▶ [Task statement] Copy out the data word for word, without any of its pictures.

▶ [Exercise data]
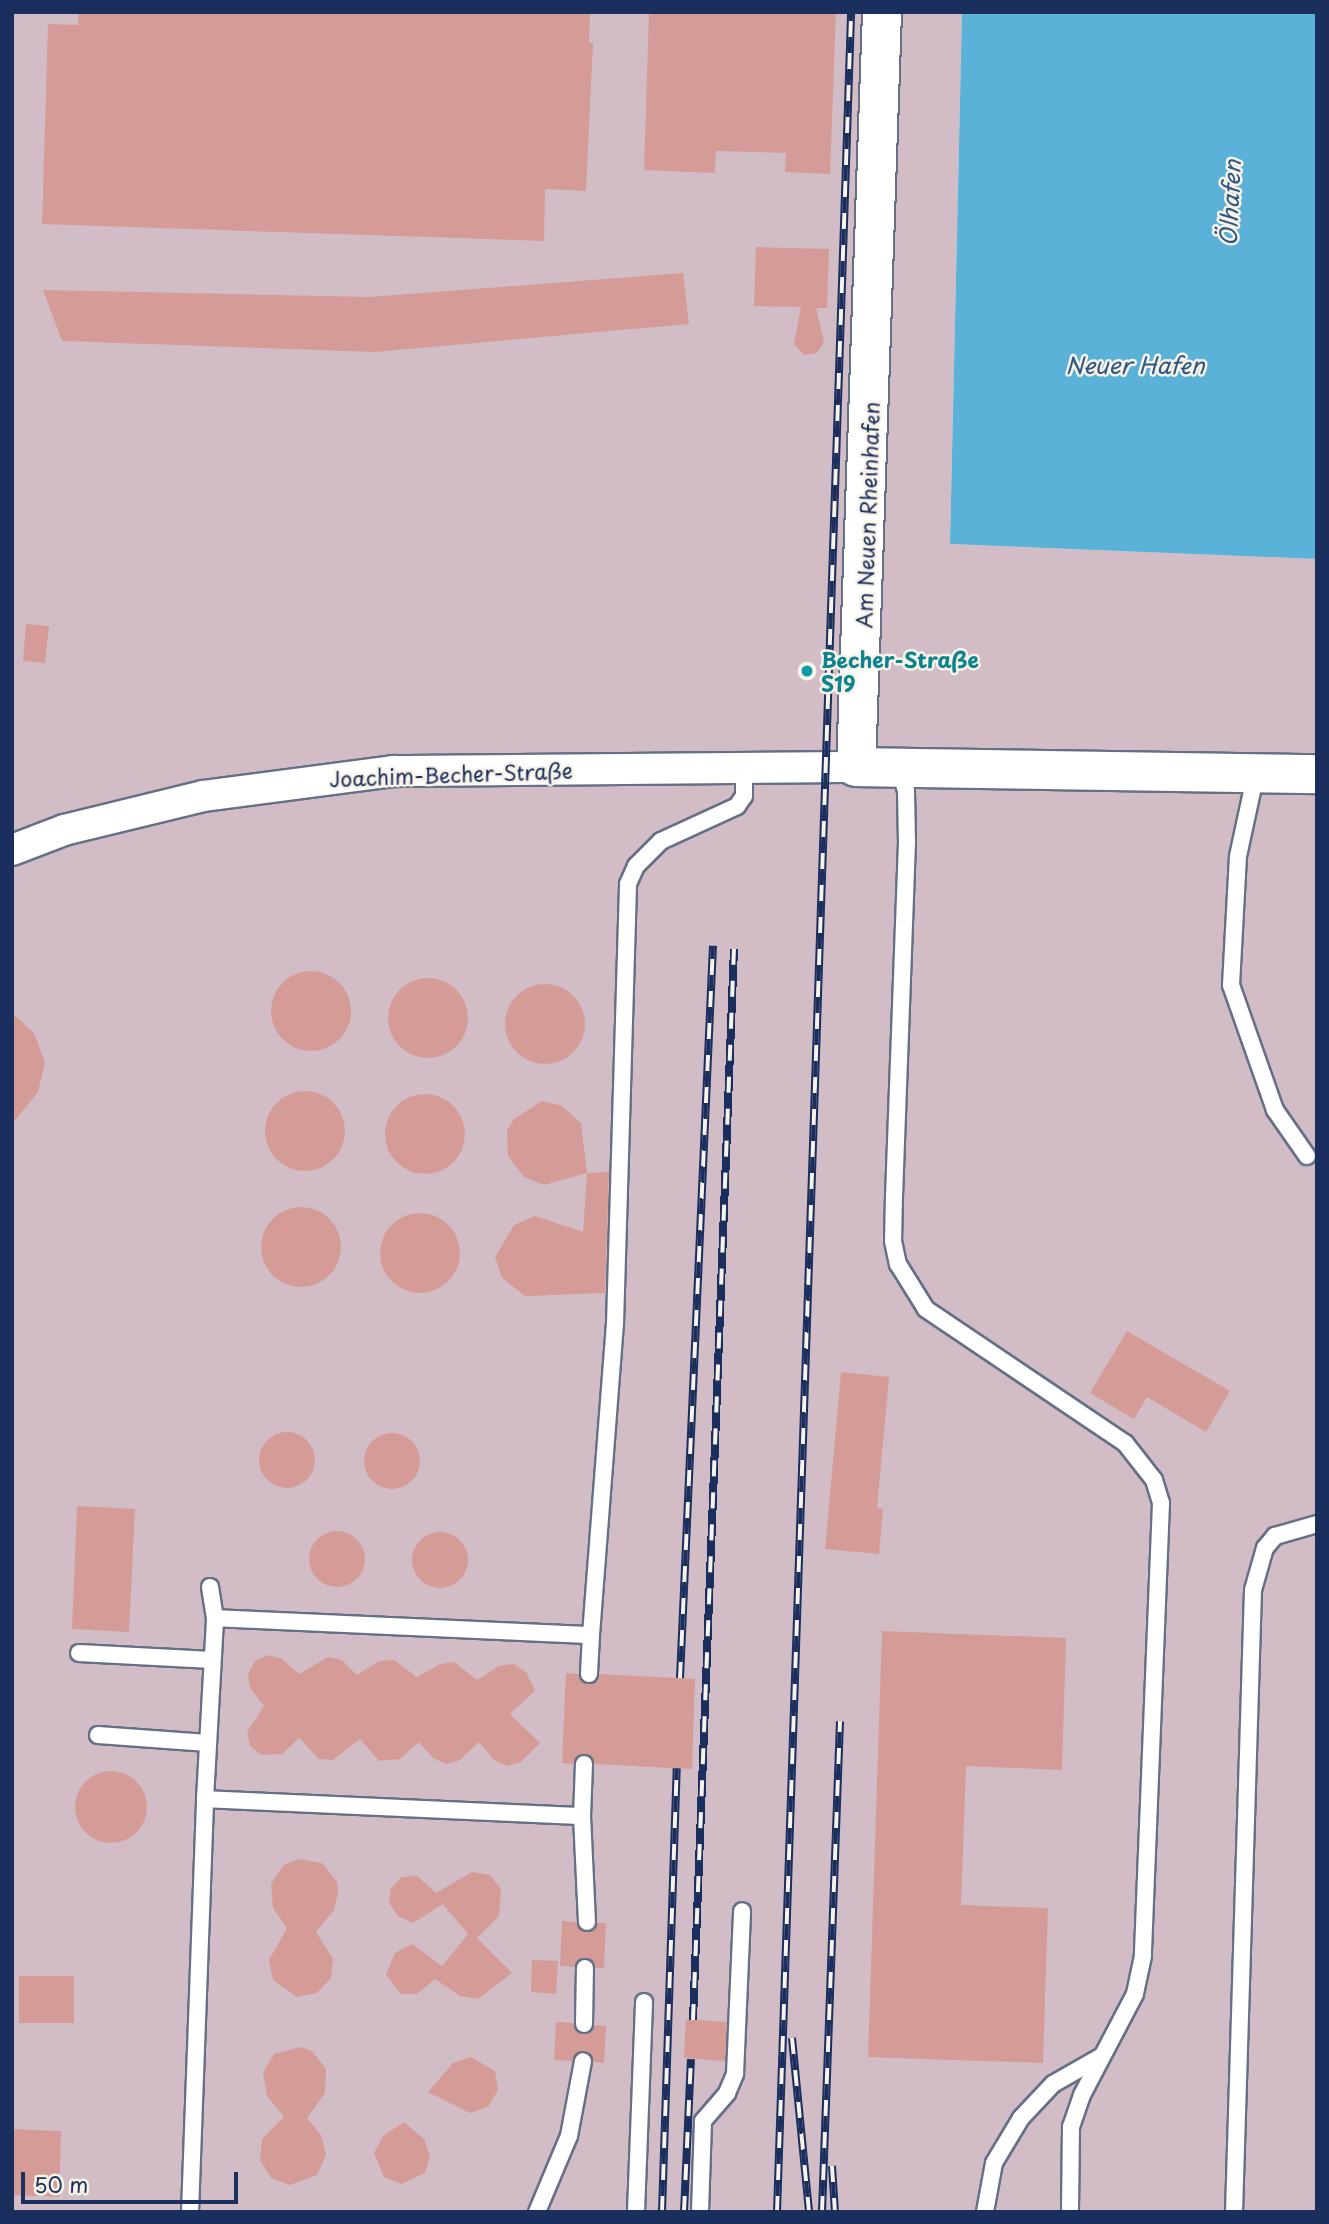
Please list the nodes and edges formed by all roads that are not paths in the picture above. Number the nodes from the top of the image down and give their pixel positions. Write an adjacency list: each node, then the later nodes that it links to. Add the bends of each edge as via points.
1 (882, 12): 3 (street, Am Neuen Rheinhafen)
2 (744, 767): 3 (street, Joachim-Becher-Straße); 7 (street, Joachim-Becher-Straße, via 393,771 318,779 131,812); 12 (lane, via 744,796 737,806 661,841 636,866 628,884 615,1324)
3 (856, 767): 4 (street)
4 (899, 768): 5 (street); 26 (lane, via 906,791 907,842 893,1218 898,1264 926,1309 1125,1443 1154,1480 1161,1503 1143,1956 1135,1994)
5 (1256, 772): 6 (street); 8 (lane, via 1238,856 1231,985 1275,1110)
6 (1317, 774)
7 (12, 850)
8 (1307, 1156)
9 (1317, 1524): 34 (lane, via 1275,1536 1265,1548 1253,1590)
10 (210, 1587): 11 (lane)
11 (215, 1618): 12 (lane); 14 (lane)
12 (591, 1635): 15 (lane)
13 (79, 1653): 14 (lane)
14 (212, 1661): 17 (lane)
15 (589, 1674)
16 (98, 1735): 17 (lane)
17 (208, 1743): 19 (lane)
18 (584, 1764): 20 (lane)
19 (205, 1799): 20 (lane); 28 (lane)
20 (582, 1816): 22 (lane)
21 (742, 1911): 31 (lane, via 736,2074 727,2093 703,2121)
22 (587, 1922)
23 (585, 1968): 25 (lane)
24 (644, 2002): 30 (lane)
25 (584, 2024)
26 (1102, 2056): 32 (lane, via 1053,2084 1021,2118 994,2163); 33 (lane, via 1082,2095 1067,2145)
27 (583, 2062): 29 (lane, via 569,2136)
28 (190, 2212)
29 (537, 2212)
30 (636, 2212)
31 (700, 2212)
32 (985, 2212)
33 (1070, 2212)
34 (1234, 2212)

▶ [Answer for the task]
Please list the nodes and edges formed by all roads that are not paths in the picture above. Number the nodes from the top of the image down and give their pixel positions. Write an adjacency list: each node, then the later nodes that it links to. Add the bends of each edge as via points.
1 (882, 12): 3 (street, Am Neuen Rheinhafen)
2 (744, 767): 3 (street, Joachim-Becher-Straße); 7 (street, Joachim-Becher-Straße, via 393,771 318,779 131,812); 12 (lane, via 744,796 737,806 661,841 636,866 628,884 615,1324)
3 (856, 767): 4 (street)
4 (899, 768): 5 (street); 26 (lane, via 906,791 907,842 893,1218 898,1264 926,1309 1125,1443 1154,1480 1161,1503 1143,1956 1135,1994)
5 (1256, 772): 6 (street); 8 (lane, via 1238,856 1231,985 1275,1110)
6 (1317, 774)
7 (12, 850)
8 (1307, 1156)
9 (1317, 1524): 34 (lane, via 1275,1536 1265,1548 1253,1590)
10 (210, 1587): 11 (lane)
11 (215, 1618): 12 (lane); 14 (lane)
12 (591, 1635): 15 (lane)
13 (79, 1653): 14 (lane)
14 (212, 1661): 17 (lane)
15 (589, 1674)
16 (98, 1735): 17 (lane)
17 (208, 1743): 19 (lane)
18 (584, 1764): 20 (lane)
19 (205, 1799): 20 (lane); 28 (lane)
20 (582, 1816): 22 (lane)
21 (742, 1911): 31 (lane, via 736,2074 727,2093 703,2121)
22 (587, 1922)
23 (585, 1968): 25 (lane)
24 (644, 2002): 30 (lane)
25 (584, 2024)
26 (1102, 2056): 32 (lane, via 1053,2084 1021,2118 994,2163); 33 (lane, via 1082,2095 1067,2145)
27 (583, 2062): 29 (lane, via 569,2136)
28 (190, 2212)
29 (537, 2212)
30 (636, 2212)
31 (700, 2212)
32 (985, 2212)
33 (1070, 2212)
34 (1234, 2212)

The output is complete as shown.